WHAT THE TASK REQUIRES: Isolate every line in the data with the string "stream" and copy it.

Source data:
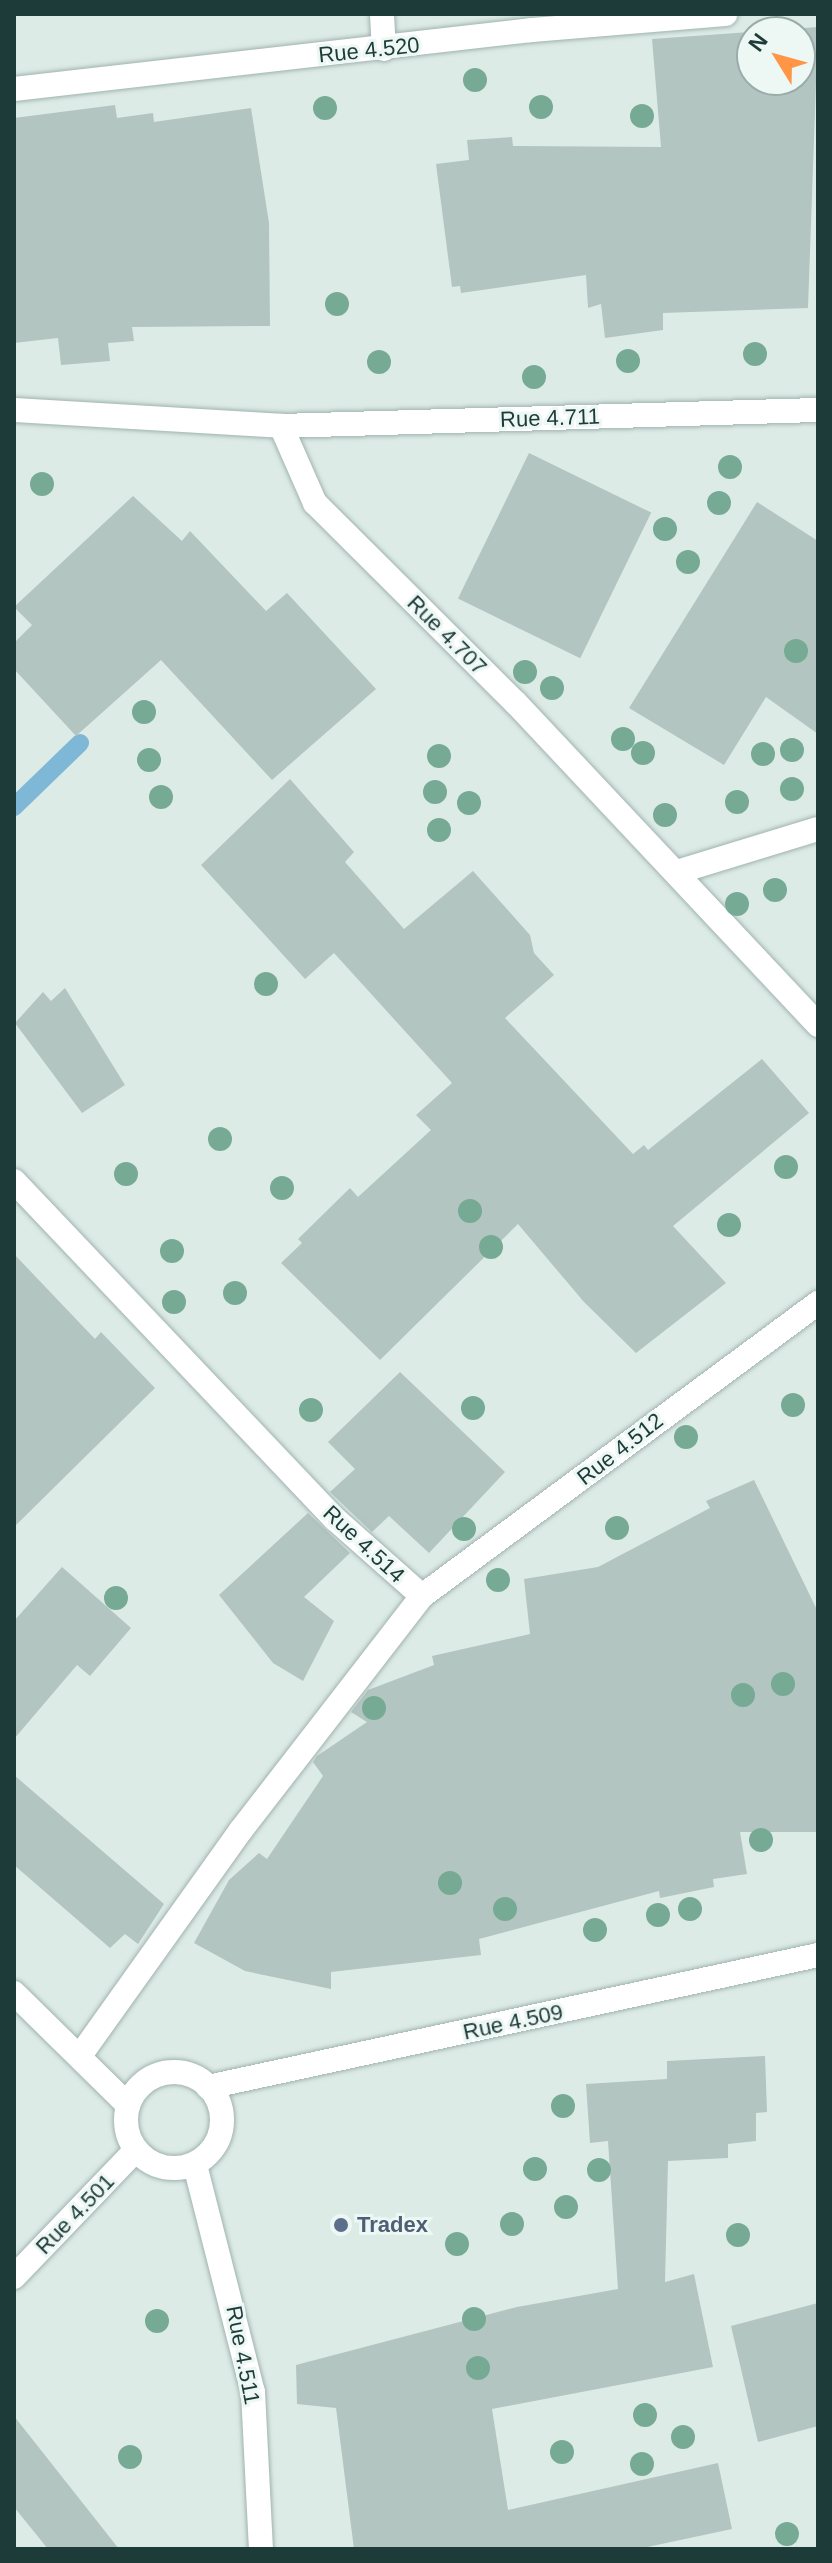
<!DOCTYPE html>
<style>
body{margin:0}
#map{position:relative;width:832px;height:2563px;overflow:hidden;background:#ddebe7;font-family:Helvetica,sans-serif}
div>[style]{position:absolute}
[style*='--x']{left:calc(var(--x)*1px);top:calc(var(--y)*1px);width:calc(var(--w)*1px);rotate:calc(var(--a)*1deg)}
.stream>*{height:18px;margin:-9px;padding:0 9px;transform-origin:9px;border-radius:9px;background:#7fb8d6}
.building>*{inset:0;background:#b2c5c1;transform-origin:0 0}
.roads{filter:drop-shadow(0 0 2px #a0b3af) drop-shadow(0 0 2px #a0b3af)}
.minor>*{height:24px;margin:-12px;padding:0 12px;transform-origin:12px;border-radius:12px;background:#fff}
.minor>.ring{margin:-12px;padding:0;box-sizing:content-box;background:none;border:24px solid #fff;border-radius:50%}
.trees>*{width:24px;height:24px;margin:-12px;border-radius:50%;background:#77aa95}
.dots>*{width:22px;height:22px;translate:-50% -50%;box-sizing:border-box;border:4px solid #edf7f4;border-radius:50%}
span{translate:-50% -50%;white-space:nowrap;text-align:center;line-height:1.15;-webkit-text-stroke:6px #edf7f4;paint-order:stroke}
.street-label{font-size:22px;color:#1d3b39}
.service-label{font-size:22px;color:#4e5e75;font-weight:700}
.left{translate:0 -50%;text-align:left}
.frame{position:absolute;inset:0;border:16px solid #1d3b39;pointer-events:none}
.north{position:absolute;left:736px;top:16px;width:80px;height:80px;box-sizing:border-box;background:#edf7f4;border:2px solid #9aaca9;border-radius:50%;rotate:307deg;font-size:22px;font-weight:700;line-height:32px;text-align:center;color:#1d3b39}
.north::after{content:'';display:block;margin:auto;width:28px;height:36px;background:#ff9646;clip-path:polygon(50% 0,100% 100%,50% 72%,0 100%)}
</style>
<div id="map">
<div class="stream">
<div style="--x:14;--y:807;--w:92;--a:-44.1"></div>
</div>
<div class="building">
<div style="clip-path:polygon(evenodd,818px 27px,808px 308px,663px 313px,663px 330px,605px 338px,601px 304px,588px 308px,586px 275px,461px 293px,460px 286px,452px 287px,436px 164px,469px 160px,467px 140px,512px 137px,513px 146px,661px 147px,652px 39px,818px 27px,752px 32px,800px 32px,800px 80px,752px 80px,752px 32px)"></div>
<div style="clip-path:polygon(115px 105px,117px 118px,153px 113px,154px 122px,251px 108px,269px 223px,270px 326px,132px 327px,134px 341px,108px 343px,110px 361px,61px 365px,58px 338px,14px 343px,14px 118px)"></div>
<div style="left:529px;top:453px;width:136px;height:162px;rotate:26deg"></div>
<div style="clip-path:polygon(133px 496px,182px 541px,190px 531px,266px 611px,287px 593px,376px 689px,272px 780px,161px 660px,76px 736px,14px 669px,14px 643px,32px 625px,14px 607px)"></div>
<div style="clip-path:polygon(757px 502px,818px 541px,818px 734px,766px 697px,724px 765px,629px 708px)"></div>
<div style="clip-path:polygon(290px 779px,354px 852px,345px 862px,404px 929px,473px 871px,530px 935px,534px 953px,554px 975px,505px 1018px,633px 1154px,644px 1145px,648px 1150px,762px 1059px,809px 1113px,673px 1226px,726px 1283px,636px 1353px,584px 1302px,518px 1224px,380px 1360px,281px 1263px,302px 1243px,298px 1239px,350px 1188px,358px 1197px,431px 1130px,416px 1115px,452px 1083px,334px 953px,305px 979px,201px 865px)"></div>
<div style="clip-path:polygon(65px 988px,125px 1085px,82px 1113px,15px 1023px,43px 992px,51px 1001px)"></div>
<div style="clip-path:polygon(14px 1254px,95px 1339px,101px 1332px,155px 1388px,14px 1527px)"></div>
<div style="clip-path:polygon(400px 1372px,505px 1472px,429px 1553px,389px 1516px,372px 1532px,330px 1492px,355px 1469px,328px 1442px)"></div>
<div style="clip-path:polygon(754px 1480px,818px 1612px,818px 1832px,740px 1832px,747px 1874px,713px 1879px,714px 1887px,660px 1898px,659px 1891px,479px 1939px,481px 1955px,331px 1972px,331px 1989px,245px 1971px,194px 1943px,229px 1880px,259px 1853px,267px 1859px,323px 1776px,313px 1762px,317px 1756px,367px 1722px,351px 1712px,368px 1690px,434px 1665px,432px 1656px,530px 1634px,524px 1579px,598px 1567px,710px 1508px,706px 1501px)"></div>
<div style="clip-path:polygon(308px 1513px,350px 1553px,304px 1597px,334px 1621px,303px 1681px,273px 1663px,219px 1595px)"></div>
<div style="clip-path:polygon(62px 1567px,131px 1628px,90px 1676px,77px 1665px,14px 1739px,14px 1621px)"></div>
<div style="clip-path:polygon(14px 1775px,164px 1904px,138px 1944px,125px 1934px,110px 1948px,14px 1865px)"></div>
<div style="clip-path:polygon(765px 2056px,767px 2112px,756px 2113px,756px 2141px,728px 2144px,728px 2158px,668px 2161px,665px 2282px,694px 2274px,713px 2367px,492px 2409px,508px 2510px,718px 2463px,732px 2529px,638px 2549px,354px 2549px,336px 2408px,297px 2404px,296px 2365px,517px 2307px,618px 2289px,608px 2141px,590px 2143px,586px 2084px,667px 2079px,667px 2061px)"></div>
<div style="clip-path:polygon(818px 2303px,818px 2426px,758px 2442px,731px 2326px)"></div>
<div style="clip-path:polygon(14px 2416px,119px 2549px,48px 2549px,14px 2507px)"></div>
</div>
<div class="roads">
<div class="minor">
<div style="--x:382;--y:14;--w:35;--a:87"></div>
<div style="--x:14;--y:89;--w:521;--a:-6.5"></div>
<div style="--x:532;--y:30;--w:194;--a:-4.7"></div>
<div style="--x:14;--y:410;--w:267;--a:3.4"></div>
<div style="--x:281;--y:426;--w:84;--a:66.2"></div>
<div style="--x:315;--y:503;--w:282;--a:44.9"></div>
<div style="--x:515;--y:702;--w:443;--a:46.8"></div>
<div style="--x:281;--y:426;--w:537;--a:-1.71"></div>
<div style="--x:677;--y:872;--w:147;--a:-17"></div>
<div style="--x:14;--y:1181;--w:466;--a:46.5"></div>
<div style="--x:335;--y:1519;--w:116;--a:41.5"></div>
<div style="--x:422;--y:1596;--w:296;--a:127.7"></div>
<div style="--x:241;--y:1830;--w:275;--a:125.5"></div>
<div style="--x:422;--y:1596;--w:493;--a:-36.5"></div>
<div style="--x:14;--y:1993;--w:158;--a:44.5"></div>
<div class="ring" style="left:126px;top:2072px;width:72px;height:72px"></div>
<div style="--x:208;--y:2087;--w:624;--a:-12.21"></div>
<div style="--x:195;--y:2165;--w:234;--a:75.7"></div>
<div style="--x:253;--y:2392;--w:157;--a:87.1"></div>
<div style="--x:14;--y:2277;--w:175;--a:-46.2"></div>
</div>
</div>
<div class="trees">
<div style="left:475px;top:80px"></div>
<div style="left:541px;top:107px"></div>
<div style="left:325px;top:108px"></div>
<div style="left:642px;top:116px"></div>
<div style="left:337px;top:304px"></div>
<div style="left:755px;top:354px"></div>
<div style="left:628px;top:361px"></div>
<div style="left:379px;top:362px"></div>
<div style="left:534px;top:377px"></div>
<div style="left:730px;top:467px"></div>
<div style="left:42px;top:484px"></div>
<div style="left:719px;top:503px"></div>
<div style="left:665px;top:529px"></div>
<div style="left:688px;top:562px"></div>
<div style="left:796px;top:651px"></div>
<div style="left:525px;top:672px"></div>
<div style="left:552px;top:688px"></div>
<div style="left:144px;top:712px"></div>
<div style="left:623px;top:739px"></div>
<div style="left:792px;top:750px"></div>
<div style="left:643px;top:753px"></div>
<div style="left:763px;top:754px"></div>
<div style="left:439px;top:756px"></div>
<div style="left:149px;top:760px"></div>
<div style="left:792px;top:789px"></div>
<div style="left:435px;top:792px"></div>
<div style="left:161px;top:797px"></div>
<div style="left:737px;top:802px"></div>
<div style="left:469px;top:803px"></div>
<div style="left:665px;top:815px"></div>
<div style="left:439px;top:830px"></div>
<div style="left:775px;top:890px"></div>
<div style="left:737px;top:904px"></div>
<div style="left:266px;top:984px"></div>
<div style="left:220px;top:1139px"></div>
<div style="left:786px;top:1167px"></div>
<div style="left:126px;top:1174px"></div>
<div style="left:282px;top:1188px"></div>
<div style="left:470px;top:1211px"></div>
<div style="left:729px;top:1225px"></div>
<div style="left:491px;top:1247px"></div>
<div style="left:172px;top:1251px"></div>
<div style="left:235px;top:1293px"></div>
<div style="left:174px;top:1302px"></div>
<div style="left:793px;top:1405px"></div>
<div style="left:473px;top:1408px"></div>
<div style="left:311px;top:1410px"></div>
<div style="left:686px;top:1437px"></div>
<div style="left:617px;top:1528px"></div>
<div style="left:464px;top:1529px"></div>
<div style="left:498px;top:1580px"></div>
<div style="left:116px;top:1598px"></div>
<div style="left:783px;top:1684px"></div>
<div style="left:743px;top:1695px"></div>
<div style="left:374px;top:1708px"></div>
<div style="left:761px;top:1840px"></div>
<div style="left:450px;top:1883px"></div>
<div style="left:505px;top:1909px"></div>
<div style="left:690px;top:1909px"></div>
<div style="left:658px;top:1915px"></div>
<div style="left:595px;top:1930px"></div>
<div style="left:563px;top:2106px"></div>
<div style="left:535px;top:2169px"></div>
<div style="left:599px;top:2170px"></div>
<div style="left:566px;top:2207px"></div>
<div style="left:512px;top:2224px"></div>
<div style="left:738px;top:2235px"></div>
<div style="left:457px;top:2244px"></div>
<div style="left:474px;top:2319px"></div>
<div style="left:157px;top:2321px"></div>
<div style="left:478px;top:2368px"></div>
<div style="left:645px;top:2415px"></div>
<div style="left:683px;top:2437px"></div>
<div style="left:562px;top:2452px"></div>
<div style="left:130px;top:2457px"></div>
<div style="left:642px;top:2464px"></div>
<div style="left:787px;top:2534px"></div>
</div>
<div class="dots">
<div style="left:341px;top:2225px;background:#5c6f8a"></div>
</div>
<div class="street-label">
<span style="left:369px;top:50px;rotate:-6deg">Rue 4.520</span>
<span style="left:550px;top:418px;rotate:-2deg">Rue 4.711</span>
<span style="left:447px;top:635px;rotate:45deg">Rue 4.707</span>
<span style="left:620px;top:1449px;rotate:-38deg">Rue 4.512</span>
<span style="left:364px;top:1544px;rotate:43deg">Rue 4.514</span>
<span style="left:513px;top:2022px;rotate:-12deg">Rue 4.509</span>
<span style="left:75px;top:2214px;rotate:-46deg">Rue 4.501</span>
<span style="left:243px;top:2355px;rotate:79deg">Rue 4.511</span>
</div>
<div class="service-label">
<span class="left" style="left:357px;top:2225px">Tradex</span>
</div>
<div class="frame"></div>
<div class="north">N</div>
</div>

YOUR SOLUTION:
.stream>*{height:18px;margin:-9px;padding:0 9px;transform-origin:9px;border-radius:9px;background:#7fb8d6}
<div class="stream">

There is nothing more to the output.